“Dormia na rede com facão e fugi de tiroteio”, relata médica que atende Yanomamis
Aprovada em 2021 no programa Mais Médicos, Carla Cristina Ferreira Rodrigues ficou 11 meses no trabalho antes de deixá-lo
Quando Carla Cristina Ferreira Rodrigues soube, em 2021, que havia sido aprovada no programa Mais Médicos para atuar em unidades de saúde dentro do território Yanomami, achava que estava preparada para todos os desafios logísticos e profissionais que enfrentaria.
Graduada em 2016, a médica decidiu que faria a sua carreira atendendo populações negligenciadas. Passar 15 dias por mês dentro da floresta, sem cama nem banheiro e com escassez de recursos para o tratamento dos pacientes – condições que afastam a maioria dos profissionais dos territórios indígenas – já era esperado por Carla.
“Fui preparada para o pior cenário. Fiz uma ‘mochila consultório’ com alguns equipamentos e itens de sobrevivência.”
Mesmo preparada para as dificuldades, Carla deixou o trabalho 11 meses depois. O medo de morrer e a sensação de impotência de não poder salvar seus pacientes fizeram a médica desistir.
“Dormia na rede com facão. Nas aldeias próximas do garimpo, havia violência dos garimpeiros e dos indígenas, que eram cooptados. Víamos tiroteios. Em um deles, começaram a atirar mirando o polo de saúde. Tivemos de nos esconder no banheiro e pedir resgate”, afirmou.
Historicamente, poucos profissionais topam passar 15 dias de cada mês dentro da floresta, isolados.
Nos últimos anos, porém, com o avanço do garimpo e o enfraquecimento das políticas de saúde indígena, as condições de trabalho ficaram ainda mais precárias e a insegurança aumentou.
“Quando cheguei, havia nove médicos no território, todos intercambistas do Mais Médicos que não tinham revalidado o diploma e, por isso, não podiam atuar fora do programa. Eu e dois colegas que chegamos na mesma data tínhamos nos formado no Brasil. Quando chegamos ao DSEI, sentíamos que as pessoas olhavam estranho, como se não entendessem como alguém podia querer trabalhar lá. Era um clima hostil”, conta.
Quando passou a atender dentro da terra indígena, Carla encontrou situação de completa escassez. Faltavam itens básicos como luvas, dipirona e soro.
“Depois de um tempo, comecei a separar R$ 600 do meu salário todo mês para comprar e levar alguns remédios e insumos básicos.”
Os momentos mais difíceis, conta Carla, aconteciam quando essa escassez e precariedade se traduziam em mortes de pacientes.
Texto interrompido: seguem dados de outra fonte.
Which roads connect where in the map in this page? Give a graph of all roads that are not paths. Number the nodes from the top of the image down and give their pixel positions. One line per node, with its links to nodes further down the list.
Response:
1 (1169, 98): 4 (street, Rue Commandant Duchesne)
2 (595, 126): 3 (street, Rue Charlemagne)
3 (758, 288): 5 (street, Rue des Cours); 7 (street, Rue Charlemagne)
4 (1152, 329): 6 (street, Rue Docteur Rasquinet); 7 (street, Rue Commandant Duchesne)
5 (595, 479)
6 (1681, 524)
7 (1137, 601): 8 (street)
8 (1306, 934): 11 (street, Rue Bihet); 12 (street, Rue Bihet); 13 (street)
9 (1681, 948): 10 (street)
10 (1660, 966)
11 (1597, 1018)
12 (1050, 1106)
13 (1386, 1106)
Foi no DSEI Yanomami que a médica perdeu a primeira criança. “Era uma bebê de 4 meses com problemas respiratórios. Não tinha oxigênio, não tinha maca, nada”, diz.
Resgate
Em outro episódio, a médica foi acionada para ir até uma área mais afastada do território fazer o resgate de um indígena ferido. Foi sozinha apenas com o piloto do helicóptero e, ao chegar ao local, encontrou o paciente desacordado, com um ferimento na cabeça feito por um facão e hemorragia.
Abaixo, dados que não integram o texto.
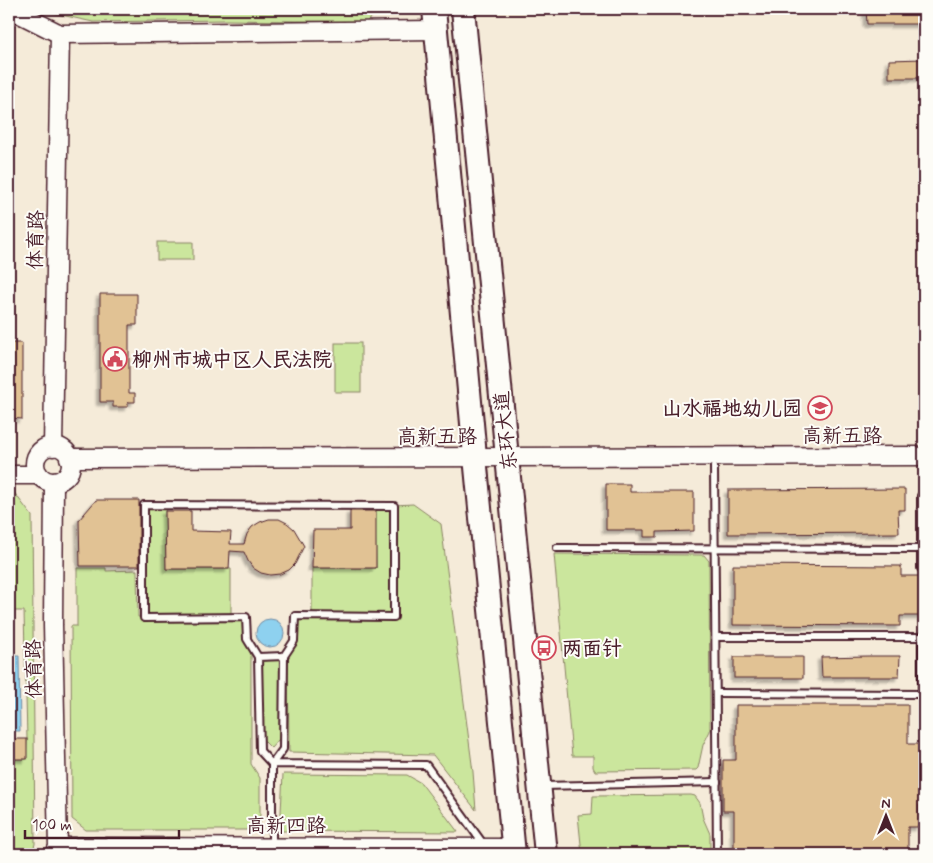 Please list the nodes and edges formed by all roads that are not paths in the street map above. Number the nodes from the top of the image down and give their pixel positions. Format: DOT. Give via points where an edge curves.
graph roads {
  1 [pos="10,9"];
  2 [pos="463,9"];
  3 [pos="435,19"];
  4 [pos="60,34"];
  5 [pos="53,447"];
  6 [pos="924,456"];
  7 [pos="475,462"];
  8 [pos="508,462"];
  9 [pos="70,463"];
  10 [pos="9,465"];
  11 [pos="714,467"];
  12 [pos="924,467"];
  13 [pos="43,474"];
  14 [pos="9,475"];
  15 [pos="921,496"];
  16 [pos="557,548"];
  17 [pos="715,549"];
  18 [pos="921,550"];
  19 [pos="924,568"];
  20 [pos="716,637"];
  21 [pos="923,637"];
  22 [pos="284,656"];
  23 [pos="258,657"];
  24 [pos="716,693"];
  25 [pos="922,694"];
  26 [pos="924,718"];
  27 [pos="272,764"];
  28 [pos="717,782"];
  29 [pos="540,786"];
  30 [pos="272,846"];
  31 [pos="486,848"];
  32 [pos="250,850"];
  33 [pos="57,851"];
  34 [pos="514,851"];
  35 [pos="546,854"];
  36 [pos="717,854"];
  1 -- 4 [label="street"];
  2 -- 8 [label="highway, 东环大道"];
  3 -- 4 [label="street"];
  3 -- 7 [label="highway, 东环大道"];
  4 -- 5 [label="street, 体育路"];
  5 -- 9 [label="street" via="62,449"];
  5 -- 13 [label="street" via="44,449 36,458"];
  6 -- 8 [label="street, 高新五路"];
  7 -- 8 [label="street, 高新五路"];
  7 -- 9 [label="street, 高新五路"];
  7 -- 34 [label="highway, 东环大道"];
  8 -- 11 [label="street, 高新五路"];
  8 -- 29 [label="highway, 东环大道"];
  9 -- 13 [label="street" via="64,478"];
  10 -- 13 [label="street"];
  11 -- 12 [label="street, 高新五路"];
  11 -- 17 [label="lane"];
  13 -- 14 [label="street"];
  13 -- 33 [label="street, 体育路" via="53,625"];
  15 -- 18 [label="lane"];
  16 -- 17 [label="lane"];
  17 -- 18 [label="lane"];
  17 -- 20 [label="lane"];
  18 -- 19 [label="lane" via="921,568"];
  20 -- 21 [label="lane"];
  20 -- 24 [label="lane"];
  21 -- 25 [label="lane"];
  22 -- 23 [label="lane"];
  22 -- 23 [label="lane" via="294,641 295,616 394,617 394,506 144,505 144,618 246,617 247,639"];
  22 -- 27 [label="lane" via="283,749"];
  23 -- 27 [label="lane" via="260,750"];
  24 -- 25 [label="lane"];
  24 -- 28 [label="lane"];
  25 -- 26 [label="lane"];
  27 -- 30 [label="lane"];
  27 -- 31 [label="lane" via="426,764"];
  28 -- 29 [label="lane"];
  28 -- 36 [label="lane"];
  29 -- 35 [label="highway, 东环大道"];
  30 -- 31 [label="street, 高新四路"];
  30 -- 32 [label="street, 高新四路"];
  31 -- 34 [label="street, 高新四路"];
  32 -- 33 [label="street, 高新四路"];
}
“Não tinha ninguém para me ajudar a carregar. Quando ele chegou à cidade, também demorou para conseguir uma vaga de UTI e acabou morrendo”, conta.
Carla sonha em voltar a atender os Yanomamis, com condições de trabalho melhores. “Os Yanomamis são muito diferentes do que estamos vendo nas notícias. É um povo forte, guerreiro e com quem aprendi muito. É preciso recuperar a dignidade deles.”
70% das vagas para médicos na área estão vazias
Das 27 vagas existentes hoje no Mais Médicos para atuação no DSEI Yanomami, 19 estão vazias, segundo o Ministério da Saúde. A média de permanência é de 322 dias para formados no Brasil e 733 dias para graduados no exterior.
A pasta diz que há um edital em andamento para as 19 vagas e a expectativa é de que sejam preenchidas no próximo mês.
Levantamento feito pelo Republica.org, instituto dedicado a melhorar a gestão de pessoas no serviço público, mostra que, no último edital do Mais Médicos, em julho, foram abertas 19 vagas para atuação no território indígena e só uma foi preenchida.
Para Paulo Cesar Basta, pesquisador da Fiocruz, o preconceito com os indígenas, as condições precárias de trabalho e a insegurança são alguns dos fatores que explicam a dificuldade de fixação de profissionais. “Situações que vivenciei há 20 anos atuando lá continuam se repetindo”, diz.
Para Vanessa Campagnac, gerente de dados e comunicação do República.org, é preciso investir na formação de profissionais.
“Políticas baseadas no aumento de vagas em universidades ou cotas nesses locais têm potencial de diminuir a desigualdade na distribuição de profissionais.”